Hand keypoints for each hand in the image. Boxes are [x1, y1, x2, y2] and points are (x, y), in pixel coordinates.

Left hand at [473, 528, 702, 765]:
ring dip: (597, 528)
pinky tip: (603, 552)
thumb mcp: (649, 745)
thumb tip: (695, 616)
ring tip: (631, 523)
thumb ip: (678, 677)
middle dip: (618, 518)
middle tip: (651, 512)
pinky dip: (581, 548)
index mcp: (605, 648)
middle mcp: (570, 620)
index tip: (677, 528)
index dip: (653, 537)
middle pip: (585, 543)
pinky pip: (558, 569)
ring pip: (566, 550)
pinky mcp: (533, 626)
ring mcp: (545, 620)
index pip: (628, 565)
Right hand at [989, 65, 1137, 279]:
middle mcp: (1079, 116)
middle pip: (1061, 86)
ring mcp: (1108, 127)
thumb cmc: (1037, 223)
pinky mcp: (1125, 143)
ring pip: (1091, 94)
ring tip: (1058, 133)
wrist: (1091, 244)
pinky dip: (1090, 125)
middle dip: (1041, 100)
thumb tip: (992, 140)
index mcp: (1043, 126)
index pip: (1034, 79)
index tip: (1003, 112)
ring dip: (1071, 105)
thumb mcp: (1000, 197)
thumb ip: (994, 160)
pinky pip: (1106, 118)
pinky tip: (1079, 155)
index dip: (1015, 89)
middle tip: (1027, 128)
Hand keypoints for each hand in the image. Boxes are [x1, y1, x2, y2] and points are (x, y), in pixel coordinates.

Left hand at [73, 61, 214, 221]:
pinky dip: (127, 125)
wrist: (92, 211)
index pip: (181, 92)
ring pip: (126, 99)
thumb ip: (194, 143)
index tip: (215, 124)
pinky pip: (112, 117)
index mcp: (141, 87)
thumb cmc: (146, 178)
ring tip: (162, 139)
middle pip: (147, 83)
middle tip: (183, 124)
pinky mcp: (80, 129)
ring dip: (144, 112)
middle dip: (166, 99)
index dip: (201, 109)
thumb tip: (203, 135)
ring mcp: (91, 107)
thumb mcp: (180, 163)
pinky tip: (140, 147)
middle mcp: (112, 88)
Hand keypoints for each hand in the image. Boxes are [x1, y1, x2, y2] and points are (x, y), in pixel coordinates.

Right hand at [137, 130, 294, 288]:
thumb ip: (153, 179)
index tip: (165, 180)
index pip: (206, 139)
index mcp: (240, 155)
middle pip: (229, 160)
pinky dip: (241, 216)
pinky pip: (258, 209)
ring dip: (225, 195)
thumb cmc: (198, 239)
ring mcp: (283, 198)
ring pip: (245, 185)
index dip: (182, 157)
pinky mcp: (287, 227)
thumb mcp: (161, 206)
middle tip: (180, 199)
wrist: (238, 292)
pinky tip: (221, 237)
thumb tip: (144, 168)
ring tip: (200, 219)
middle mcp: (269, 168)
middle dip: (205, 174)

:: PROBLEM REQUIREMENTS ::
The required output is every line from the one that holds "thumb mcp: (180, 163)" through the last line of the listing above, retyped exactly and with nothing else.

:: RESULT BELOW ::
thumb mcp: (180, 163)
pinky tip: (140, 147)
middle mcp: (112, 88)
Hand keypoints for each hand in the image. Boxes are [x1, y1, x2, y2] and points are (x, y), in pixel coordinates.

Right hand at [137, 130, 294, 288]:
thumb ip: (153, 179)
index tip: (165, 180)
index pip: (206, 139)
index mcp: (240, 155)
middle pip: (229, 160)
pinky dip: (241, 216)
pinky pip: (258, 209)
ring dip: (225, 195)
thumb cmc: (198, 239)
ring mcp: (283, 198)
ring pip: (245, 185)
index dip: (182, 157)
pinky mcp: (287, 227)
thumb mcp: (161, 206)
middle tip: (180, 199)
wrist: (238, 292)
pinky tip: (221, 237)
thumb tip: (144, 168)
ring tip: (200, 219)
middle mcp: (269, 168)
middle dip: (205, 174)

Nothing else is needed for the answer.